This thread has been locked.

If you have a related question, please click the "Ask a related question" button in the top right corner. The newly created question will be automatically linked to this question.

F28377D Multicore parallel processing example code

What does TI recommend to get best use of the multiple cores in F28377D for parallel processing? What software would you recommend?  Do we support OpenMP?

 

              The biggest opportunity for us to parallelize would be a simple parallel for loop, where each loop performs the N point FFT (your optimized assembly code from your library, CFFT_F32() ) where we may wish to compute say 8 different variants (different inputs) and compare the 8 different FFT outputs, as such if we can split them on the cores it would only take maybe close to the time it takes to compute 4 on one core… 

 

              Is there any optimized existing code we can use, or do we need to look into using our own custom code to make use of the 2nd core efficiently?

  • Hi Charles,

    Since you can't run (at least to my knowledge) something like embedded Linux on a C2000 device, I don't think you will be able to use OpenMP. Usually you would either run code on the bare metal, or use a real time operating system. It is probably worth posting in the TI-RTOS forum to see if their are any automatic mechanisms to do task distribution between cores: e2e.ti.com/.../

    For multi-core on C2000 devices you typically wouldn't see the type of symetric multiprocessing that you are describing. Instead, each of the cores (which are heterogeneous since you also have 2 CLAs on F2837xD) would each perform a specialized task. One CPU might be completely free to do FFT processing, while the other core juggles multiple communications interfaces, and finally the CLAs control some tight ADC-to-ePWM real-time control loops.
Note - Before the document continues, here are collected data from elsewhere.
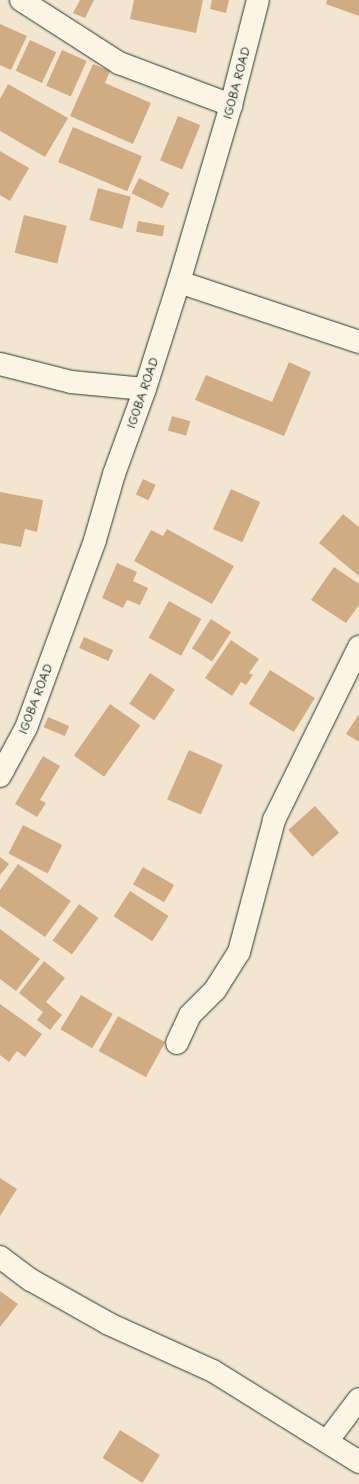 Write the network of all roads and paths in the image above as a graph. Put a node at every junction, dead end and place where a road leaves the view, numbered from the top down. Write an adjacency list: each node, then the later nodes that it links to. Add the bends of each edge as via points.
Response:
1 (21, 0): 3 (street, via 51,22 119,63)
2 (258, 0): 3 (street, IGOBA ROAD)
3 (231, 105): 4 (street, IGOBA ROAD)
4 (179, 282): 5 (street); 7 (street, IGOBA ROAD)
5 (359, 342)
6 (0, 364): 7 (street, via 71,382)
7 (145, 389): 9 (street, IGOBA ROAD, via 114,474 95,540 28,721)
8 (359, 647): 10 (street, via 274,820 239,952 215,990 190,1015)
9 (0, 776)
10 (177, 1043)
11 (0, 1257): 13 (street, via 31,1280 109,1324 213,1371)
12 (359, 1400): 13 (street)
13 (328, 1440): 14 (street)
14 (359, 1462) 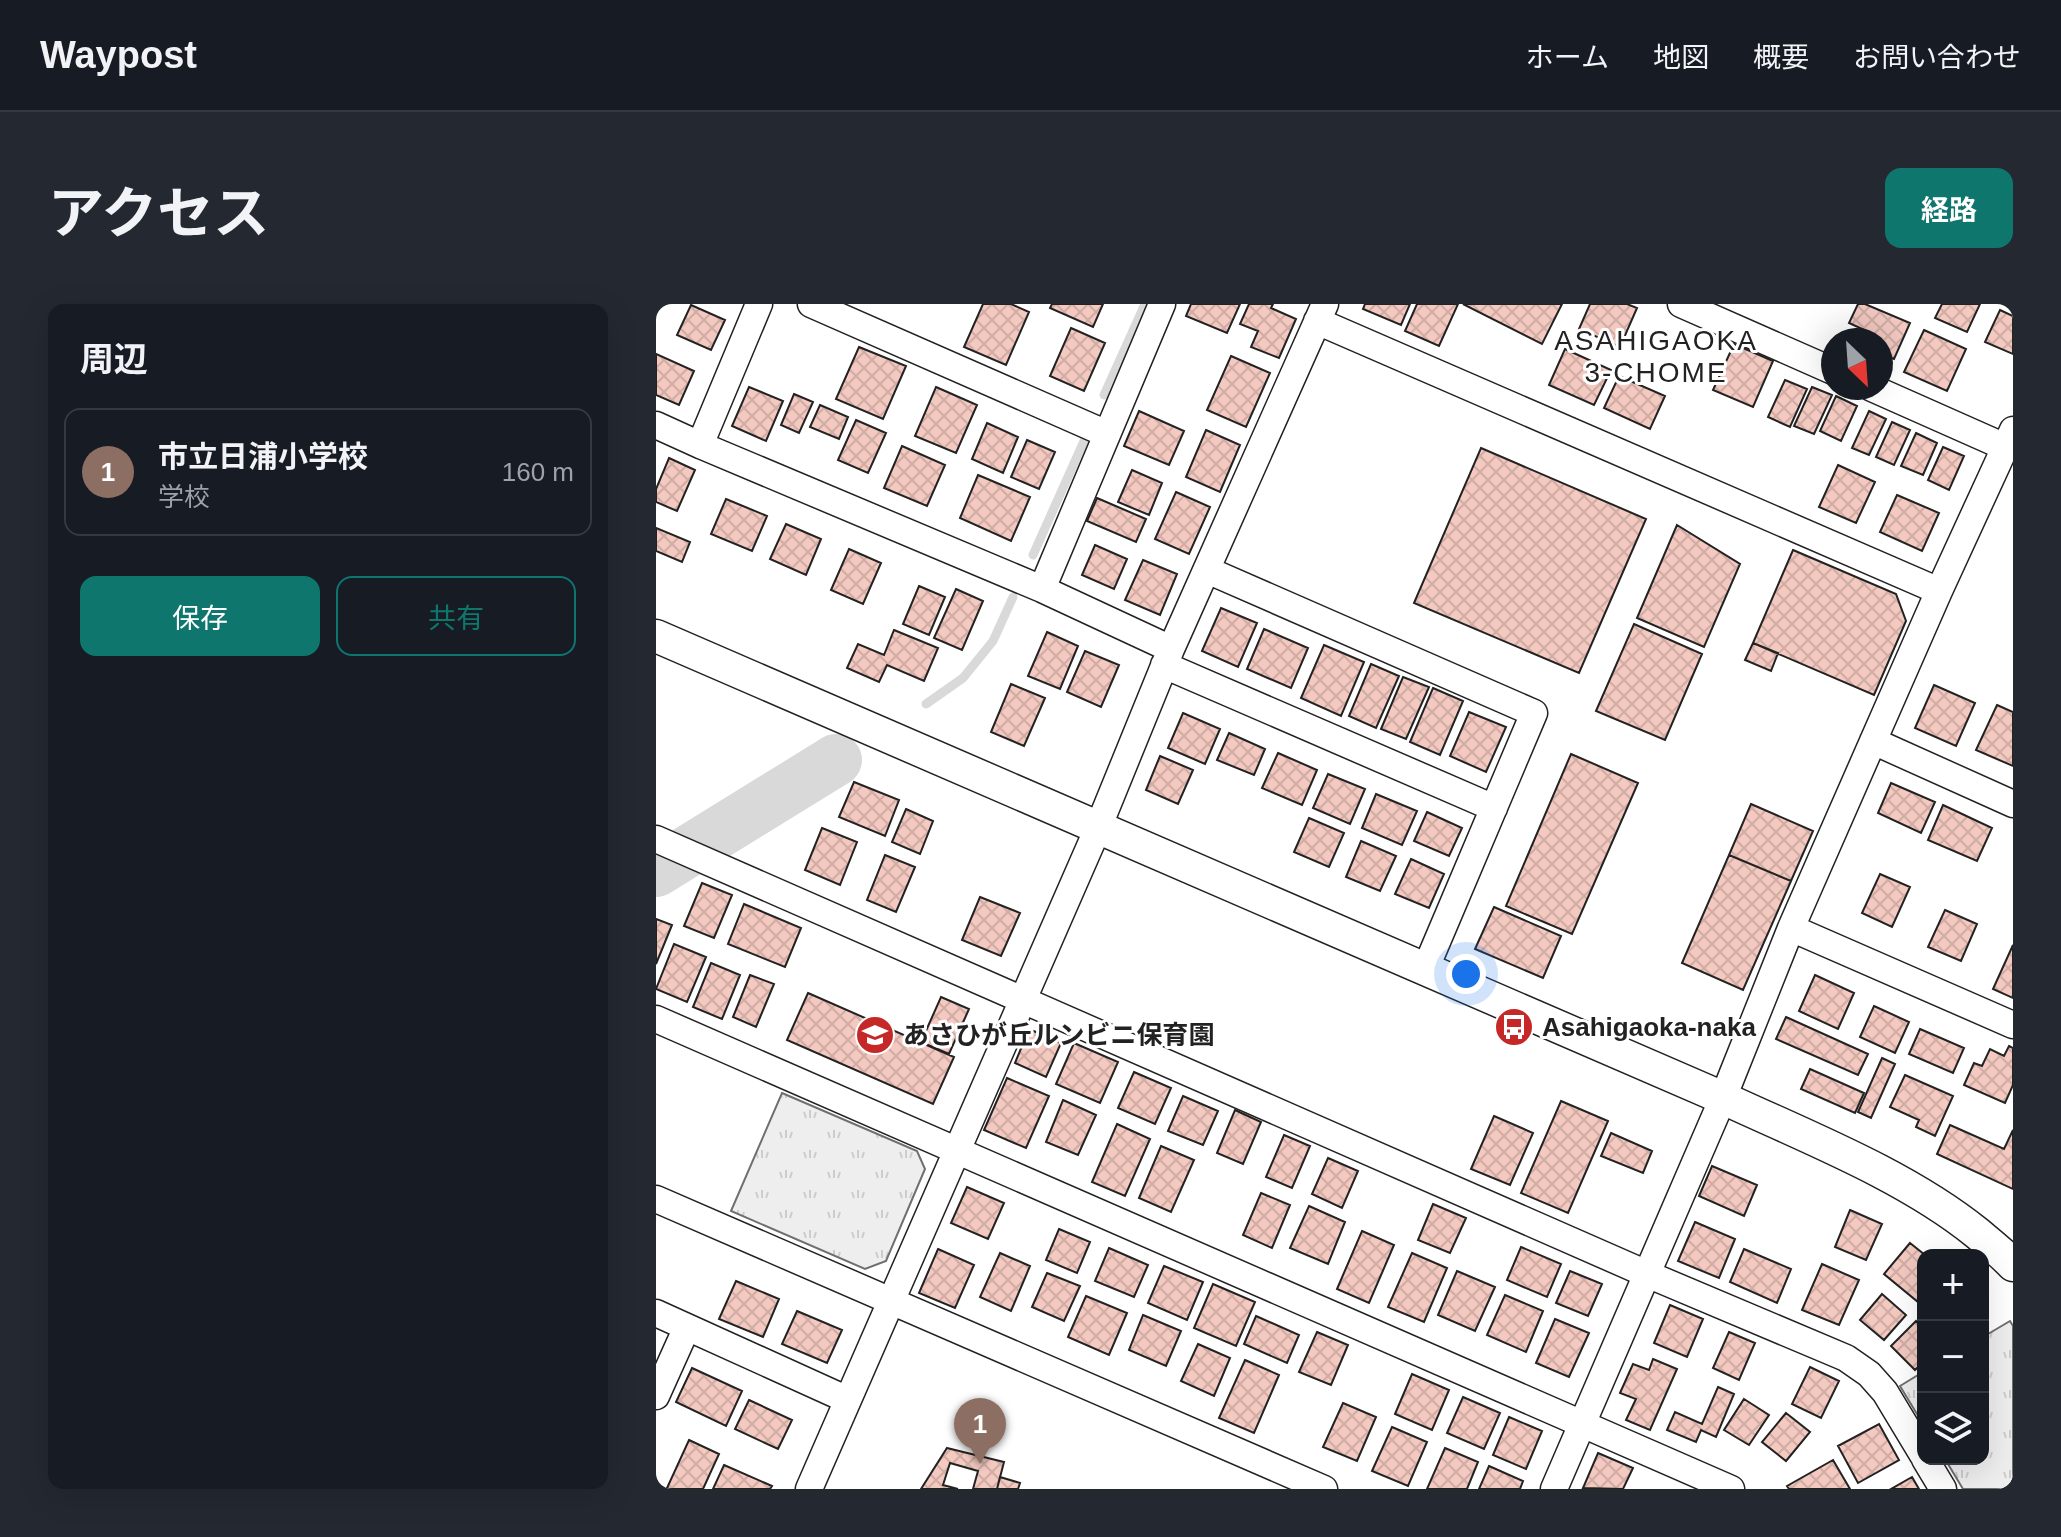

    That isn't however to say that you couldn't split the FFT processing in the way you describe. If I understand correctly, you have 8 different input sets that all need FFTs computed for them? Computing the FFTs in this case falls into the class of "embarrassingly parallel", so you probably don't need something as sophisticated as OpenMP to accomplish this; just load the 4 datasets for a given core into memory that that core can access and then let them compute the FFTs in parallel. Comparing the results, on the other hand, may be difficult to do in parallel, so this may have to be done on a single core.

    It is also worth noting that the F2837xD devices have an accelerator/ISA extension "VCU-II" that is specifically targeted towards increased FFT performance.